Родион, не видя конфигов, сложно что то сказать. Хочу лишь обратить внимание, что ra-user это обычный пользователь, для входа в сеть но не для доступа к самой асе. У пользователя же админ, другой уровень доступа (priv 15).
Вы всегда можете поэксперементировать с различными опциями в виртуальной лаборатории learncisco.ru/eve/online-lab.html
Спасибо огромное за видео урок! Единственное, что я иначе сделал - это 8 шаг - Nat Exempt с секции Local Network выбрал сеть предприятия, а не any4. Может, это ошибка? Всё остальное сделал, как на видео. Антивирусы и брандмауэры на всякий случай отключил. IP адрес удалённого роутера отображается в мониторинге ASDM, не не пингуется. В сессиях удалёное подключение есть. Так же, не могу пинговать с удалённого компьютера ни один компьютер в корпоративной сети. В чём может быть проблема? :( P.S. В AnyConnect IP - адрес присвоен, сервер есть, защищённые маршруты есть. Вроде, всё хорошо, но пинга нет ни в одну сторону, ни в другую :( Такое ощущение, что каких-то access-листов не хватает........
Андрей, по признакам очень похоже на неправильную настройку NAT Exemption. Исключать из трансляции надо трафик, который должен пойти в шифрованные туннели. В частности, адреса IP пула, из которого выдаются IP-шники AnyConnect клиентам. Иначе обратный трафик просто улетит в публичный Интернет, а не к удаленным компьютерам и никакие пинги ходить не будут.
Спасибо за гайд.
Ани коннект подключается всё ок, адрес присваивается, в инет ходит через шлюз предприятия - но проблемка следующая - не видно локальную сеть предприятия... соответсвенно днсы не обрабатываются, и даже пингов по ip нет... незнаю куда копать... (ACL на вн. сеть сделал если что)
Дмитрий, здравствуйте!
Я бы начал с таблицы маршрутов на ASA. Убедился, что после подключения там появляется IP адрес удаленного клиента и присутствуют маршруты ко всем подсетям предприятия. Еще было бы полезно убедиться что устройства локальной сети предприятия могут пинговать AnyConnect клиента (при выключенном firewall на нем, или с исключениями для ICMP).
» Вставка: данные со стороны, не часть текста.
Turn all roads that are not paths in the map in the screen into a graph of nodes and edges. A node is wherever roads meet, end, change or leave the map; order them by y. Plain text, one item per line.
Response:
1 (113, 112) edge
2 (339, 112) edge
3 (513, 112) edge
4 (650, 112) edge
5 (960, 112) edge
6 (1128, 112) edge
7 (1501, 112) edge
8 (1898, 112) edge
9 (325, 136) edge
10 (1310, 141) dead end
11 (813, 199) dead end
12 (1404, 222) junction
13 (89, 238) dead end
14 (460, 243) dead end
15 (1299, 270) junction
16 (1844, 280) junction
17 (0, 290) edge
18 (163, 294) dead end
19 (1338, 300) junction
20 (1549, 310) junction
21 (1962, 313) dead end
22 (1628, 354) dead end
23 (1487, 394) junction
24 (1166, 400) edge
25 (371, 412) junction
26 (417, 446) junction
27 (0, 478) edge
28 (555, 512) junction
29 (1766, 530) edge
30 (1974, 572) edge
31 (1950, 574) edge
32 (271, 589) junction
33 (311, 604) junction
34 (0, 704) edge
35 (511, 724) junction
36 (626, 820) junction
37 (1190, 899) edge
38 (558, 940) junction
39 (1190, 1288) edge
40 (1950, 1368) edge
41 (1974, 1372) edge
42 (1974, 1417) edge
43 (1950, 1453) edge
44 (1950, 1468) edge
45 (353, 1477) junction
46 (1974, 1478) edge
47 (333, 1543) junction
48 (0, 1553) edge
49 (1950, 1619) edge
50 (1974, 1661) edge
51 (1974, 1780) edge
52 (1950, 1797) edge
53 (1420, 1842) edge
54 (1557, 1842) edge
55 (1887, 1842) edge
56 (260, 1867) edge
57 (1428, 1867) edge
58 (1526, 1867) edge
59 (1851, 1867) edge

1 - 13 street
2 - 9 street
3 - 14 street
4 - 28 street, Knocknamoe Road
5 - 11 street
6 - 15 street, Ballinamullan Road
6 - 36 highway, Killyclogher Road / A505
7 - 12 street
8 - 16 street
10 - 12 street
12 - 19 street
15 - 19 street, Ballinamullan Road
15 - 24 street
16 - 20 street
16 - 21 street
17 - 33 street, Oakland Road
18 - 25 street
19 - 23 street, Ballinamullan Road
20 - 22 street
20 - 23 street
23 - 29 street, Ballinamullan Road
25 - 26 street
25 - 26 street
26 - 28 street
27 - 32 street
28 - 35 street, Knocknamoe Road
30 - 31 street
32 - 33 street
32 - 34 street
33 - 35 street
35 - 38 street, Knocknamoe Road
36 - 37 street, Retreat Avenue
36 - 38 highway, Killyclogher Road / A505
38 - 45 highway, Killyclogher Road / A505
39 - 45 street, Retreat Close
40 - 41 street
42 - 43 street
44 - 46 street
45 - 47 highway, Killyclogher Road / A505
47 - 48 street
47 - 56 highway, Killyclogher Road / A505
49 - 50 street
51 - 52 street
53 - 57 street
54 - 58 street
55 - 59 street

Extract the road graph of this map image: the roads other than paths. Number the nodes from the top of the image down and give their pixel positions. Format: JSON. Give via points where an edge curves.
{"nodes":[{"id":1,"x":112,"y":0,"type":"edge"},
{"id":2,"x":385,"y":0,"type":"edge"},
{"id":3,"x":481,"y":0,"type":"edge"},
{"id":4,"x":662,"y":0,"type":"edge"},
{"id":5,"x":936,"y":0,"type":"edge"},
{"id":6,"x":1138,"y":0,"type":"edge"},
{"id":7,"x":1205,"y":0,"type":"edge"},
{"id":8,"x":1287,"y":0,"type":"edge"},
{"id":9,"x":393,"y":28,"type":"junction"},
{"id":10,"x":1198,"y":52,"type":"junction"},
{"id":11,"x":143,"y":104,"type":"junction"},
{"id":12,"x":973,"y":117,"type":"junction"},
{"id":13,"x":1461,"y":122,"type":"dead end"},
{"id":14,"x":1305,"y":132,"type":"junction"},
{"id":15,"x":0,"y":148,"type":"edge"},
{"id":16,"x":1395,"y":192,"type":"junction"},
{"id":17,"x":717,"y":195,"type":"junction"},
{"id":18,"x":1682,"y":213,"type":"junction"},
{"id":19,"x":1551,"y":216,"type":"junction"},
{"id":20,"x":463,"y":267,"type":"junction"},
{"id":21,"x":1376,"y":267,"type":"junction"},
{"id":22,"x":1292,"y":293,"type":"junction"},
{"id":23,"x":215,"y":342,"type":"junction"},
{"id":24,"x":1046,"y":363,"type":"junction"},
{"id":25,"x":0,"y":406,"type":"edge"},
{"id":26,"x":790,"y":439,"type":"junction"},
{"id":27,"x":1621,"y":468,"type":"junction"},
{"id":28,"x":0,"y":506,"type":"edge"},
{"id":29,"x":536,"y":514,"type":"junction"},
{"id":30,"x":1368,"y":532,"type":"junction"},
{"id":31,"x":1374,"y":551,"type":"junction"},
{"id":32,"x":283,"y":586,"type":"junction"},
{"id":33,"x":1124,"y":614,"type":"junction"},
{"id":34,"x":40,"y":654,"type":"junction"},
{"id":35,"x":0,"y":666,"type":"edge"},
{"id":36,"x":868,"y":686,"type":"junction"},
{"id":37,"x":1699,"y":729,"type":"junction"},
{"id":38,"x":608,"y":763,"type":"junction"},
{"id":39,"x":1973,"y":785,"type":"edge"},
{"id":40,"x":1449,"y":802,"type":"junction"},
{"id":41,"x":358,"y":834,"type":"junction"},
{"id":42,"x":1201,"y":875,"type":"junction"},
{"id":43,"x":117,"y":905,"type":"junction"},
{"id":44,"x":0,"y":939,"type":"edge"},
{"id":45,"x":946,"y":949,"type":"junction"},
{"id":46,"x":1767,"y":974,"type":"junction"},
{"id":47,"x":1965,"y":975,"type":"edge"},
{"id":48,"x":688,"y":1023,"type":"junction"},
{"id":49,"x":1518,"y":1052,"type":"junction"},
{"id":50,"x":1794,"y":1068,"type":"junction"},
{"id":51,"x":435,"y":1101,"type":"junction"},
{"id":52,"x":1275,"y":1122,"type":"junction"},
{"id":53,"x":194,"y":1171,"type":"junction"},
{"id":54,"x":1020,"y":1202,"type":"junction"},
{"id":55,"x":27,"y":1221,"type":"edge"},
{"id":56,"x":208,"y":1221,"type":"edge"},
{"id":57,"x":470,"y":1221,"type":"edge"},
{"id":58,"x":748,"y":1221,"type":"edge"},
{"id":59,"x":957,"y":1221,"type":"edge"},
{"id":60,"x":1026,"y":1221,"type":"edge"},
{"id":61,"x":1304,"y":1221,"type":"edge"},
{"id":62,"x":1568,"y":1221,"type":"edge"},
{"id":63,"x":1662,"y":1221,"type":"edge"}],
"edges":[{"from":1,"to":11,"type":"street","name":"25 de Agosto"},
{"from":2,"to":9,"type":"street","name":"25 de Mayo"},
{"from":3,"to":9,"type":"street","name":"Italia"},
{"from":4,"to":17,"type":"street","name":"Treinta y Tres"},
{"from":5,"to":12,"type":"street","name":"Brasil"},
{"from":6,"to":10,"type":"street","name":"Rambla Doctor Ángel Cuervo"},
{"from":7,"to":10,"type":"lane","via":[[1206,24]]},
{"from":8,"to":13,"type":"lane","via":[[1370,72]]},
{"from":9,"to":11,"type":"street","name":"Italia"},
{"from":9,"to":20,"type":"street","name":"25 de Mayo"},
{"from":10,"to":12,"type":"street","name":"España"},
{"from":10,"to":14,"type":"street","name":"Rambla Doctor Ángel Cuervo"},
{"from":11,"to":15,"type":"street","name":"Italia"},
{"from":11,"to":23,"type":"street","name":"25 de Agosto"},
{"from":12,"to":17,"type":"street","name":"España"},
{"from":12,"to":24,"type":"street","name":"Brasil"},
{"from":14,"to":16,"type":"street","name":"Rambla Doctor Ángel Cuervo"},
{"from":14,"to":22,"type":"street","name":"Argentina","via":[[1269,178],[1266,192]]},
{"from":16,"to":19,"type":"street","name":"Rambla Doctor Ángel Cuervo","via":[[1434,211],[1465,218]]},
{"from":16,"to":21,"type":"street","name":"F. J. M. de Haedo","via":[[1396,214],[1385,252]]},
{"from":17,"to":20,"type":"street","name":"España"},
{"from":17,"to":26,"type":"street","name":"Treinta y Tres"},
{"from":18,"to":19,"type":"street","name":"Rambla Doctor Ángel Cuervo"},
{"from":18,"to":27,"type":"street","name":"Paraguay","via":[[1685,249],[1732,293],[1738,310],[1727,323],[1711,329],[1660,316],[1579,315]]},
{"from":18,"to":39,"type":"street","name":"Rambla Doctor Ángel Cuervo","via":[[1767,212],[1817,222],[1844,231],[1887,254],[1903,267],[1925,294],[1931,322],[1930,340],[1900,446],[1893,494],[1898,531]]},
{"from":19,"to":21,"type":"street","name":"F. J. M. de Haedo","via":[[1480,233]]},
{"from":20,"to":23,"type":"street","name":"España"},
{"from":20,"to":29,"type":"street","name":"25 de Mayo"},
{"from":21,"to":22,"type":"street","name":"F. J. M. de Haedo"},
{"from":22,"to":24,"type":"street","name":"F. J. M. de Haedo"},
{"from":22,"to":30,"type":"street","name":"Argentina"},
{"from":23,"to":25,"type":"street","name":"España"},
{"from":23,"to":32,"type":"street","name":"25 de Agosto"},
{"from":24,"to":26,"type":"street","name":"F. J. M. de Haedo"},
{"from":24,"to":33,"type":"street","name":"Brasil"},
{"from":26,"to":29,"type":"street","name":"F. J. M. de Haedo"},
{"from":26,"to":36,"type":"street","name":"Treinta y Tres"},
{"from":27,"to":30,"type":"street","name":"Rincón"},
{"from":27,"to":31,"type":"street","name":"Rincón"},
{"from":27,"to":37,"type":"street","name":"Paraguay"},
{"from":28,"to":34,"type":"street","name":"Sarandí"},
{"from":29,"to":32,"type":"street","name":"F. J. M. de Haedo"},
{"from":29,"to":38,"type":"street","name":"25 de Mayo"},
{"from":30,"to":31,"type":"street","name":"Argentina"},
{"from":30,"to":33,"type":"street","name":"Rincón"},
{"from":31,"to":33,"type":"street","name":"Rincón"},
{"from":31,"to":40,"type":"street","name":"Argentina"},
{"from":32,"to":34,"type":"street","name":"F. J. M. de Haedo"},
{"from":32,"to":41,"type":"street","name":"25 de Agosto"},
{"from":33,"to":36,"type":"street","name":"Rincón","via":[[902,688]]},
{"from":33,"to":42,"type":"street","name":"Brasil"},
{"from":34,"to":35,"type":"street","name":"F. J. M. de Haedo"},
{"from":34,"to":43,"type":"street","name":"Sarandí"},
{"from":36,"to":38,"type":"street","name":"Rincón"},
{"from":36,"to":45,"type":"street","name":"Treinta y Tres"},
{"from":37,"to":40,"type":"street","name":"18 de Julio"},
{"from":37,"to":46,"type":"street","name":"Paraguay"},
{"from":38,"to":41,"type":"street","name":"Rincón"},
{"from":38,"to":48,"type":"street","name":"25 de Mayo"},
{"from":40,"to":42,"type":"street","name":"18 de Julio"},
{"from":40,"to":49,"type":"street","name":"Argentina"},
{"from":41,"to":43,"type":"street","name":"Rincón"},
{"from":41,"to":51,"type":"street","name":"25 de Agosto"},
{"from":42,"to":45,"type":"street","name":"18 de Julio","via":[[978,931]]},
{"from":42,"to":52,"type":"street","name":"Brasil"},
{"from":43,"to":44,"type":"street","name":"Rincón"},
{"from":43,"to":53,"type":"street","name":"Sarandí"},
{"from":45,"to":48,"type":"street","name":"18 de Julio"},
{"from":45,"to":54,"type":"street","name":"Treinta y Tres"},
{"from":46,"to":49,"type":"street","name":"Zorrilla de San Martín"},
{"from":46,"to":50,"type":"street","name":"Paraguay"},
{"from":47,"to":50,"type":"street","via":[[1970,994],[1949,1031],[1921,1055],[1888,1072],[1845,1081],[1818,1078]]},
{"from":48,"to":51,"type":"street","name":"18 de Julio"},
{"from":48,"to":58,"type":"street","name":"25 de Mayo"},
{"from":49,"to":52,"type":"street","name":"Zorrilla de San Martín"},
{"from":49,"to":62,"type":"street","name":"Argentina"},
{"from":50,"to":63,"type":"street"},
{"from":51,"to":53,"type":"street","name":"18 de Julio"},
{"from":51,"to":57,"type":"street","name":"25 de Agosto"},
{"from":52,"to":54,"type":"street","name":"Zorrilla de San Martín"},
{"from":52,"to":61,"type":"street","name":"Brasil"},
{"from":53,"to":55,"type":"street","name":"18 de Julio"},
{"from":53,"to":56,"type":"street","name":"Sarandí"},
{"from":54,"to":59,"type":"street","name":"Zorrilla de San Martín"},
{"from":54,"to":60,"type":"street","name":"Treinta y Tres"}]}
Если я правильно понял, то на AnyConnect Вы заворачиваете абсолютно весь трафик в Интернет, не только к подсетям предприятия (без split-tunnel)?
@@MrLearnCisco клиент аниконекта на асе отображается что подключен... маршруты стоят вообще без ограничений source any - destination any... пробовал завроачивать весь, ставил как у вас split, фаерволы отключил... вобщем бяда =(
День добрый!
не понял , откуда взялся файл .pkg и где его брать?
Александр, здравствуйте!
Это часть пакета AnyConnect, все доступно для скачивания с software.cisco.com при наличии аккаунта и оплаченного сервисного пакета.
Спасибо!
Приветствую. невозможно запустить это приложение на вашем пк windows 10. Выскакует ошибка при запуске ASDM. Подскажите что делать?
Привет! Обычно большинство ошибок связано с Java. Если укажете, что именно за ошибка, ее текст, то есть вероятность подсказать что-нибудь конкретное :)
А есть ли возможность настроить так что бы определенному пользователю всегда выдавался один и тот же ip-адрес ?
Дв, можно и постоянный IP и индивидуальные ACL и многое другое через внешний RADIUS сервер (Cisco ACS, ISE).
А без поднятия внешнего RADIUS сервера ?
В принципе, тоже можно, через атрибуты пользовалеля, например
ASA(config)# username test attributes
ASA(config-username)# vpn-framed-ip-address 10.1.1.1 255.255.255.0
пробовал, не прокатывает (
Если авторизация идет по локальной базе пользователей, то должно работать. Но все надо тестировать и отлаживать, например с помощью debug. Возможны нюансы.